Pensava che doveva tagliarsi le unghie dei piedi, perché non si sa mai quando ti ricoverano d'urgenza all'ospedale o ti succede il miracolo di incontrare una donna che ti dice di sì: qui e ora. Tutto quello che vuoi. Diiiio. Gli sarebbe piaciuto sapere di buono, e non di fumo o di carta. Profumare – aspetta che sparo una cazzata – di lavanda. O di pino silvestre, meglio ancora. Il massimo sarebbe stato: di acqua di colonia. E di unghie lunghe. Dei piedi. Aveva l'equilibrata consapevolezza di offrire al mondo un quadro squallido. Si sarebbe dovuto decidere, inoltre, a fare fuori – massacrare – quell'enorme vespa che si era attaccata alla tenda. Le piaceva il giallo. Lo spray, che teneva sotto il lavandino della cucina, era vecchio abbastanza per avere perso, almeno in parte, la sua efficacia, quanto bastava per farla soffrire a lungo, quella bestia schifosa: voleva sentirla rantolare sul pavimento, sulla terra di nessuno che separava la finestra dal divano, voleva sentirla chiedere aiuto, chiamare il 144, chiedere perdono per tutti i peccati, le scappatelle, le scopate nei cessi, le balle raccontate, i crimini compiuti, i morti sulla coscienza. Tirare le cuoia. Uiui. Voleva metterle l'orecchio destro sulla pancia e ascoltare il suo piccolo cuore di cartilagine farsi sempre più piccolo e debole, fino a precipitare dentro il buco nero dell'insufficienza cardiorespiratoria e sparire, ma non senza averci messo una pena indimenticabile, una faticaccia, rotolare e capire, ad ogni botta, che stava diventando sempre meno, sempre meno cuore, mentre si lasciava dietro una lunga striscia di rimpianti, soltanto, e di parole mai dette. Vuoi mettere parolacce... Sai che le parolacce liberano? Che dicono la verità?

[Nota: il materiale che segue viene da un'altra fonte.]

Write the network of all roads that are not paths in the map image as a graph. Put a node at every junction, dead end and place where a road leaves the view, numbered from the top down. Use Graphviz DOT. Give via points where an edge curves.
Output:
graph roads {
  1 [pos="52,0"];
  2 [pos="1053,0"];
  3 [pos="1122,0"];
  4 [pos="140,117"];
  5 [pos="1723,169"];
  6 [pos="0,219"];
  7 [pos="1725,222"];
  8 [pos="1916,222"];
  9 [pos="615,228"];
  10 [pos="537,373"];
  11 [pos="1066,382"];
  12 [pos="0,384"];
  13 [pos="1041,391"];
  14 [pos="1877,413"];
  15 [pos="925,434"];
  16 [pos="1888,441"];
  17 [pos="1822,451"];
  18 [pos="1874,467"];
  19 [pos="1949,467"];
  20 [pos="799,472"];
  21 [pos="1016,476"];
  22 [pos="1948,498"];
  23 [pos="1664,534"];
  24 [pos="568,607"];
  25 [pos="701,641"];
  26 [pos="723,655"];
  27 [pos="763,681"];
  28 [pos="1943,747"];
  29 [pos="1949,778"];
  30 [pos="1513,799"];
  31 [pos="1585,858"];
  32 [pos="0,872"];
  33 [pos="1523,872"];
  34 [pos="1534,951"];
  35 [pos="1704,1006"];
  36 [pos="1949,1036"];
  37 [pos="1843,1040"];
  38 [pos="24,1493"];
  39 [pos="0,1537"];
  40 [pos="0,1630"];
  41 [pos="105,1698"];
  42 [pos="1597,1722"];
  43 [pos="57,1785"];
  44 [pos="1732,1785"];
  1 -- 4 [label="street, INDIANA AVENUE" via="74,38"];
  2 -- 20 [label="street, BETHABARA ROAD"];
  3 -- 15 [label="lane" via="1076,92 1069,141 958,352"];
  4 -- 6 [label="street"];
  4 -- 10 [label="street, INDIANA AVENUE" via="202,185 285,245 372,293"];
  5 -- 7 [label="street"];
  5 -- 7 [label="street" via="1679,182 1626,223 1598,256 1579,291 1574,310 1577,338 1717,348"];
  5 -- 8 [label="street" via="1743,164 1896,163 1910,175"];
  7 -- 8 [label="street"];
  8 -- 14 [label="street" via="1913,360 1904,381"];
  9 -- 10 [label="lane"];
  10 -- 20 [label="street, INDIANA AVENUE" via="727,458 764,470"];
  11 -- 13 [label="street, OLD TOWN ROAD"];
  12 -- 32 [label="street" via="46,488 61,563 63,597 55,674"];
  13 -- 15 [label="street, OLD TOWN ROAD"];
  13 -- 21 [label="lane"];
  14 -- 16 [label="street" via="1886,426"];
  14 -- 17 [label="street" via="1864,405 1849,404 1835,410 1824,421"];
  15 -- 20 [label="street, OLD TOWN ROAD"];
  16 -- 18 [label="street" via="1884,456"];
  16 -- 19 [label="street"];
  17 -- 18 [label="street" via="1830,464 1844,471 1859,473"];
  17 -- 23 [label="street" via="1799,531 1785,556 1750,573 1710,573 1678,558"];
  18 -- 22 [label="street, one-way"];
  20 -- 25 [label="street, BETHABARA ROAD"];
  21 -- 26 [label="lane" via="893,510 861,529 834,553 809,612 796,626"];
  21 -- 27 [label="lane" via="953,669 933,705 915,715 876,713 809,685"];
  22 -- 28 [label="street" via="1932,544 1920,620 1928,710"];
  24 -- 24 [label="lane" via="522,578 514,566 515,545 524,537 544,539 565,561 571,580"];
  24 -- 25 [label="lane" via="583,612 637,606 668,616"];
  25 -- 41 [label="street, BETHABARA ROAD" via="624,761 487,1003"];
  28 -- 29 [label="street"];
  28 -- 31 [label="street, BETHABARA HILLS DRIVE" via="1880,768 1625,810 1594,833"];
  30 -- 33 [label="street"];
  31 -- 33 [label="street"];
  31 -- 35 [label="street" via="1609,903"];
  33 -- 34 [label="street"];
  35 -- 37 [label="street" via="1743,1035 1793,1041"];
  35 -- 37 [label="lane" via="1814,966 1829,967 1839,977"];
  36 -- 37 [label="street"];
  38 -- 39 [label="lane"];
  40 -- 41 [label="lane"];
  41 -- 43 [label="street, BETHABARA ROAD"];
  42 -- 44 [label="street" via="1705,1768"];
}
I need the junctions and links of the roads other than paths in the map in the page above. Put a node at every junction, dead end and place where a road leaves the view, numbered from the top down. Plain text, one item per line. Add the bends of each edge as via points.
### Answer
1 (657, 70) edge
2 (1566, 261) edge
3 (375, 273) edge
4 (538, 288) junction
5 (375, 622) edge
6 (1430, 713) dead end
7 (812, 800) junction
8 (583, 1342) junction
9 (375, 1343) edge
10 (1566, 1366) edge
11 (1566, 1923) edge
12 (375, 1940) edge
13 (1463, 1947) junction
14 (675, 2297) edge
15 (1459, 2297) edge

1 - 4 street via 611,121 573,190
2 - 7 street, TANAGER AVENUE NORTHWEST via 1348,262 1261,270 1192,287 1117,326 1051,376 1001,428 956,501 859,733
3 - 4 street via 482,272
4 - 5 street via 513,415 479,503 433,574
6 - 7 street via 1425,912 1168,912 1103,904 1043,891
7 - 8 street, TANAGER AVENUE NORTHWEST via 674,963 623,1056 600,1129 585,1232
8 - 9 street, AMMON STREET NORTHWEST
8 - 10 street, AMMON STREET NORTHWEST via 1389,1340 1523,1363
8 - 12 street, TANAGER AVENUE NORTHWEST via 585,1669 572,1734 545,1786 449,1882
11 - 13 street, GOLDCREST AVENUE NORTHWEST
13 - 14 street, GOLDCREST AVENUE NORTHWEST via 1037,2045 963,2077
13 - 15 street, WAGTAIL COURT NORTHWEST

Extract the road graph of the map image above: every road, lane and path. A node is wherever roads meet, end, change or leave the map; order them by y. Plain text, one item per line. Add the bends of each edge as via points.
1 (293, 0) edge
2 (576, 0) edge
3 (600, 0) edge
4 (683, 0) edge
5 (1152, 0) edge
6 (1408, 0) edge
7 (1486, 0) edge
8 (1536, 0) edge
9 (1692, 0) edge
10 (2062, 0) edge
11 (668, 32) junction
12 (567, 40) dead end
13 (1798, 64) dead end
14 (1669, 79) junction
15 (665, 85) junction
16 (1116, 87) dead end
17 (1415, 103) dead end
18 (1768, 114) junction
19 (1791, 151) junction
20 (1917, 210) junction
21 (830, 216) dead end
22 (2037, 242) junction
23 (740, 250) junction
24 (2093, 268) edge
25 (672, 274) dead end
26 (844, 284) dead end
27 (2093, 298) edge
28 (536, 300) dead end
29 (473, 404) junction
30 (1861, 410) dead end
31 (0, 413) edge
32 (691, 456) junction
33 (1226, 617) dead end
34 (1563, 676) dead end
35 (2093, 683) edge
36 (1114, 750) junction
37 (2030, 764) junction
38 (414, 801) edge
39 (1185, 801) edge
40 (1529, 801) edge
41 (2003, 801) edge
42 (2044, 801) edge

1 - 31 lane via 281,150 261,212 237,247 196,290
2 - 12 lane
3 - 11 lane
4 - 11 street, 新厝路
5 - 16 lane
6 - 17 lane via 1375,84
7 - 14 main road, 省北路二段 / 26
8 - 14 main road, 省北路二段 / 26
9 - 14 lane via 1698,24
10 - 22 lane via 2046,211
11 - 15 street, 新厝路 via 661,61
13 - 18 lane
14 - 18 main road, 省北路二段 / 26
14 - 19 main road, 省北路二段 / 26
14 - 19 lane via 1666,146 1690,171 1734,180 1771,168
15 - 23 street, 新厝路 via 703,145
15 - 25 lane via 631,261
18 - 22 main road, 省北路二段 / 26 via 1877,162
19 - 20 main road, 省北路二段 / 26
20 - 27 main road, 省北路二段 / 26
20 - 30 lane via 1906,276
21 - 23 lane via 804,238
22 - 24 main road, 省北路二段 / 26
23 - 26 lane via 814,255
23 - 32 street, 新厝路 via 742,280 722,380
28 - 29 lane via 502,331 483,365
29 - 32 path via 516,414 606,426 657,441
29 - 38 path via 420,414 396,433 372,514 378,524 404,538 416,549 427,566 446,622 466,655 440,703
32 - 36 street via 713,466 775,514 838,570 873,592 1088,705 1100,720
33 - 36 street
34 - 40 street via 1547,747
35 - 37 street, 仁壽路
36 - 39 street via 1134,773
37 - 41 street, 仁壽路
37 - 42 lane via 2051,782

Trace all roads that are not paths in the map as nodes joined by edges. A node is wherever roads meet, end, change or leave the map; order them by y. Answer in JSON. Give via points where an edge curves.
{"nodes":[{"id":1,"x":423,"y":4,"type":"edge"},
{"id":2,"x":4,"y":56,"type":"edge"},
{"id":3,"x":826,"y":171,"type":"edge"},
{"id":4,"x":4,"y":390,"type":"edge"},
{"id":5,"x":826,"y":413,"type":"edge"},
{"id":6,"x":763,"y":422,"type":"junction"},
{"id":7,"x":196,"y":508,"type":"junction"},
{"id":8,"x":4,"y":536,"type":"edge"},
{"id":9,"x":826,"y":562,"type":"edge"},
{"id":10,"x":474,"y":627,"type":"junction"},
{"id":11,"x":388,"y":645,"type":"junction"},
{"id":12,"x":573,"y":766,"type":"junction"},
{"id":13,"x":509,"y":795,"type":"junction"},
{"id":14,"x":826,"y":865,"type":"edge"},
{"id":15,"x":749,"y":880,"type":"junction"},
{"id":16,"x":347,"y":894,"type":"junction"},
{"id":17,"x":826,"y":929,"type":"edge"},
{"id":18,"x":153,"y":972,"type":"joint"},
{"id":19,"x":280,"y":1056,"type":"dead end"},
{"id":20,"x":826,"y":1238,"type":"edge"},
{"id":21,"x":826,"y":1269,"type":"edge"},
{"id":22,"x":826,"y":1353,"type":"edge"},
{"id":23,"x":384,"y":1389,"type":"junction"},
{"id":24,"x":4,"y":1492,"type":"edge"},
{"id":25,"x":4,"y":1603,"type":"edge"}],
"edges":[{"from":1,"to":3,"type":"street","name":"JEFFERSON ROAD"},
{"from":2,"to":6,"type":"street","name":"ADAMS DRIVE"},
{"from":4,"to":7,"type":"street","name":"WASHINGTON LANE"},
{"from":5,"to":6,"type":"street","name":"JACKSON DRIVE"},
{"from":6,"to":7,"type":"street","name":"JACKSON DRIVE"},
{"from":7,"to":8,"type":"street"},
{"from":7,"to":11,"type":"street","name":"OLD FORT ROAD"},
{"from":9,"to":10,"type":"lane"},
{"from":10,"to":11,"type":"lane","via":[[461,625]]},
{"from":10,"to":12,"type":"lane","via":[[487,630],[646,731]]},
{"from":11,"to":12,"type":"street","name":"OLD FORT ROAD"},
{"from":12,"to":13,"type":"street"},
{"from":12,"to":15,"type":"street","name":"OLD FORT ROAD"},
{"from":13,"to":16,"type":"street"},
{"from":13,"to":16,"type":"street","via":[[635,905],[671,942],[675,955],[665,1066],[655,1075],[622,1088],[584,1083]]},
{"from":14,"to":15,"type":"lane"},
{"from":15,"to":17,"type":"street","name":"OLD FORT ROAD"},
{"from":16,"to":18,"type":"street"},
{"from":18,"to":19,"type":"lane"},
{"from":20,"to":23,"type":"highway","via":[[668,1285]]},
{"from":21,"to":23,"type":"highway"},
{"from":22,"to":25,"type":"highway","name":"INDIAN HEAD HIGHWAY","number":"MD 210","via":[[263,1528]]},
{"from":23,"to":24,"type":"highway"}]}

Si sarebbe dovuto alzare da quella maledetta sedia alla quale aveva inchiodato il culo, andare in cucina, aprire l'armadietto sotto il lavandino, tastare con la mano nello spazio esiguo (oooo) che separava il sifone dall'inalatore per i raffreddori, e afferrare lo spray. Un giorno o l'altro l'avrebbe fatto. Questione di guarire le mani dalle ultime botte, chiudere quelle cazzo di piaghe che gli si erano formate sulle nocche dopo avere tamburellato come una beschtia sulla faccia di quel perduto che si era trovato davanti e lo aveva frantumato per strada, buttato giù con l'ira allegra di uno che ha deciso di rifare il mondo, a modo suo, cominciando da lui e senza nessun altro in giro. Lo aveva santiddio massacrato, scambiandolo (davvero?) per la pagina che restava immobile e senza traccia. Davanti ai suoi occhi. Sapeva essere cattivo, quando serviva. Li' Pin stava entrando nella stanza accanto, come al solito senza camminare. Sorvolava il mondo, maledetta zoppa! Aveva aperto la porta, messo dentro per prima la gamba buona e la sua ombra di matita storta si stava ormai e rapidamente incollando alla parete. Fra un istante, sarebbe stata accanto a lui. Non finiva mai bene, quando Li' entrava così.